Travel is much simpler by van. Which may or may not be a good thing but I am lazy by nature.
I have no idea who these people were or what they were doing or where they were going.
They were having fun and they had a dog so they can’t be all bad. Their boat is what a Santa Cruz friend of mine called dismissively a “hovel-craft” of which you can see many fine examples in harbors around the US with people existing inside them. Not so much in Costa Rica but there is this one!
Land ho!
Puntarenas means “Sandy Point” because the town is a peninsula built on a sand spit. Behind the city is the channel you see here backed by mangroves.
The town itself is a dull but useful provincial capital with all services but no charm. Nevertheless everyone was suddenly in a hurry to flee the boat.
And just like that we were released into the city speedily and efficiently. I was ready for lunch.
Layne had read reviews of a “Soda” in the town of Jacó an hour south of here so we were driving to Jacó (“hack-OH”) for lunch. A soda in Costa Rica is an economical local eatery, not something to drink.
Another word I learned driving the Puntarenas beach road was “toldos” (awnings) which means below “ we rent awnings” for people looking to have a shady Saturday picnic on the waterfront.
Like I said Puntarenas is just another undistinguished Costa Rican town. Unremarkable, tidy, trash free with solid homes, no street dogs and about as much color as a US suburb. You come to Costa Rica for the national parks…where dogs aren’t allowed.
I do enjoy driving and I find this open ended wandering to be stimulating and fun. Not every day is great and there’s nothing wrong I believe in noticing the bad and the good. But just because paradise this is not, doesn’t mean it’s not worth seeing. The road for me is just people living their lives and they may not have the time or inclination for here today gone tomorrow travelers. We paid 38 US cents (200 colones) for this absurd expressway toll. Another Costa Rican oddity.

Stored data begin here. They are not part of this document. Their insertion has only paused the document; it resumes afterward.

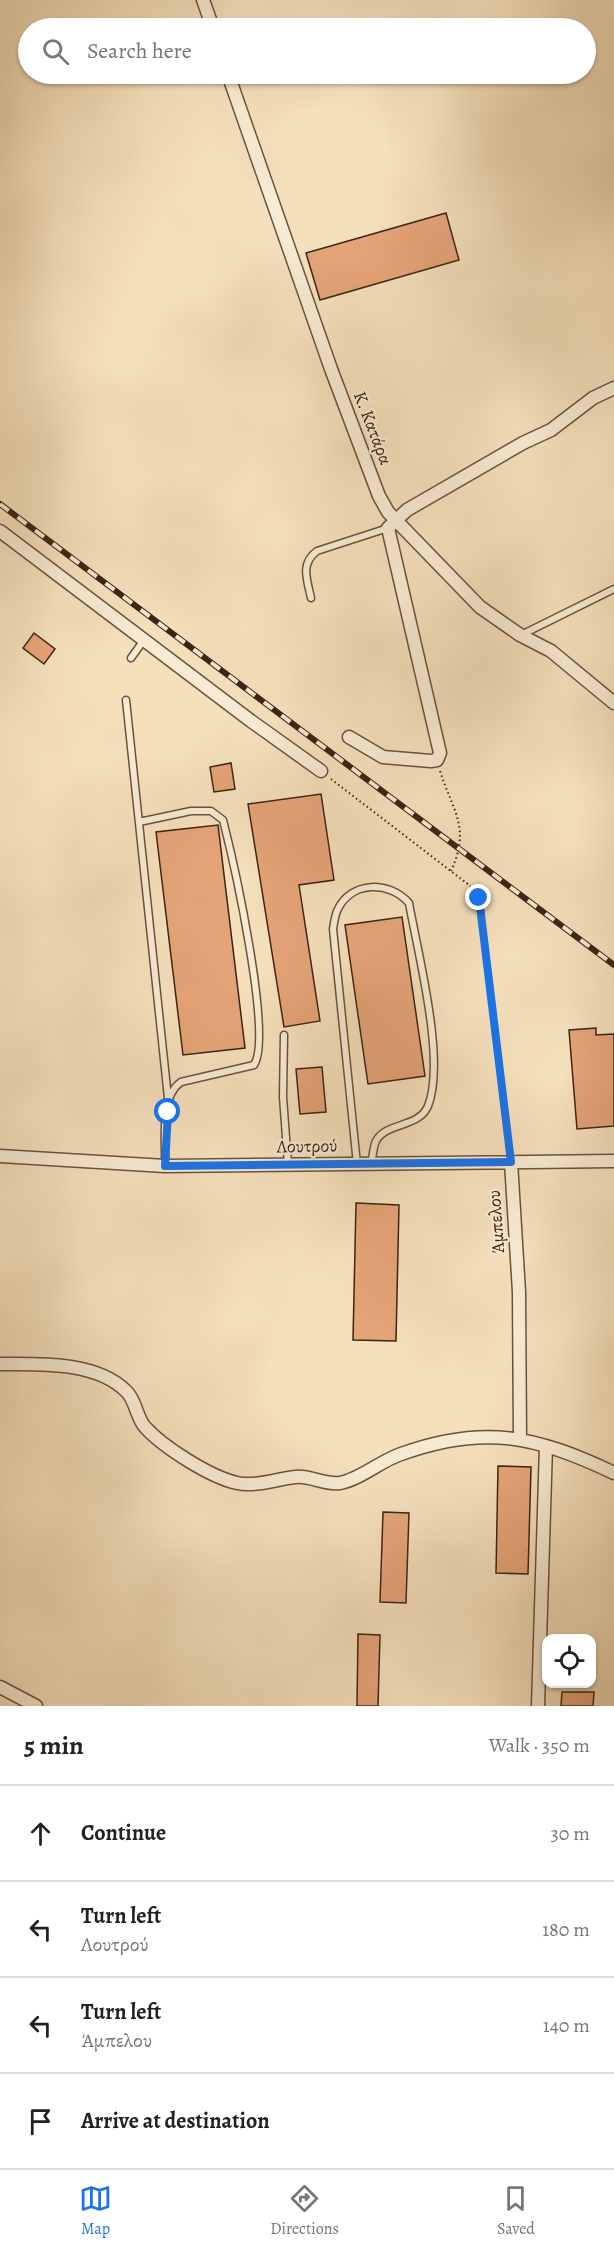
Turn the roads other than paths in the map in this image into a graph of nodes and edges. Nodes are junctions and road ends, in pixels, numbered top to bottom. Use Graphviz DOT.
graph roads {
  1 [pos="203,0"];
  2 [pos="209,18"];
  3 [pos="231,84"];
  4 [pos="614,388"];
  5 [pos="391,523"];
  6 [pos="0,531"];
  7 [pos="614,589"];
  8 [pos="311,598"];
  9 [pos="520,635"];
  10 [pos="145,640"];
  11 [pos="131,658"];
  12 [pos="126,700"];
  13 [pos="614,703"];
  14 [pos="349,737"];
  15 [pos="321,771"];
  16 [pos="139,822"];
  17 [pos="284,1035"];
  18 [pos="168,1099"];
  19 [pos="0,1156"];
  20 [pos="614,1161"];
  21 [pos="511,1162"];
  22 [pos="371,1163"];
  23 [pos="288,1164"];
  24 [pos="357,1164"];
  25 [pos="165,1166"];
  26 [pos="0,1365"];
  27 [pos="520,1438"];
  28 [pos="546,1446"];
  29 [pos="614,1473"];
  30 [pos="0,1687"];
  31 [pos="36,1706"];
  32 [pos="538,1706"];
  1 -- 2 [label="street"];
  3 -- 5 [label="street, Κ. Κατάρα"];
  4 -- 5 [label="street"];
  5 -- 8 [label="lane"];
  5 -- 9 [label="street, Κ. Κατάρα"];
  5 -- 14 [label="street"];
  6 -- 10 [label="street"];
  7 -- 9 [label="lane"];
  9 -- 13 [label="street, Κ. Κατάρα"];
  10 -- 11 [label="lane"];
  10 -- 15 [label="street"];
  12 -- 16 [label="lane"];
  16 -- 18 [label="lane"];
  16 -- 18 [label="lane"];
  17 -- 23 [label="lane"];
  18 -- 25 [label="lane"];
  19 -- 25 [label="street, Λουτρού"];
  20 -- 21 [label="street, Λουτρού"];
  21 -- 22 [label="street, Λουτρού"];
  21 -- 27 [label="street, Άμπελου"];
  22 -- 24 [label="street, Λουτρού"];
  22 -- 24 [label="lane"];
  23 -- 24 [label="street, Λουτρού"];
  23 -- 25 [label="street, Λουτρού"];
  26 -- 27 [label="street"];
  27 -- 28 [label="street"];
  28 -- 29 [label="street"];
  28 -- 32 [label="street"];
  30 -- 31 [label="street"];
}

I rather enjoy slipping by on the periphery of strangers lives. I know I am supposed to want to explore the reality of other peoples’ being in detail but sometimes you just want to be apart and not be in paradise. This is just me looking as I go and trying not to varnish and polish the crap that comes my way. Tomorrow may be paradise but don’t believe all the fascination you may find online. You might find it completely different in your real life if you want to see it for yourself. Does this look like an expressway to you? Me neither. Lucky the toll was so insignificant! Bloody Costa Rica…
¡Pura Vida!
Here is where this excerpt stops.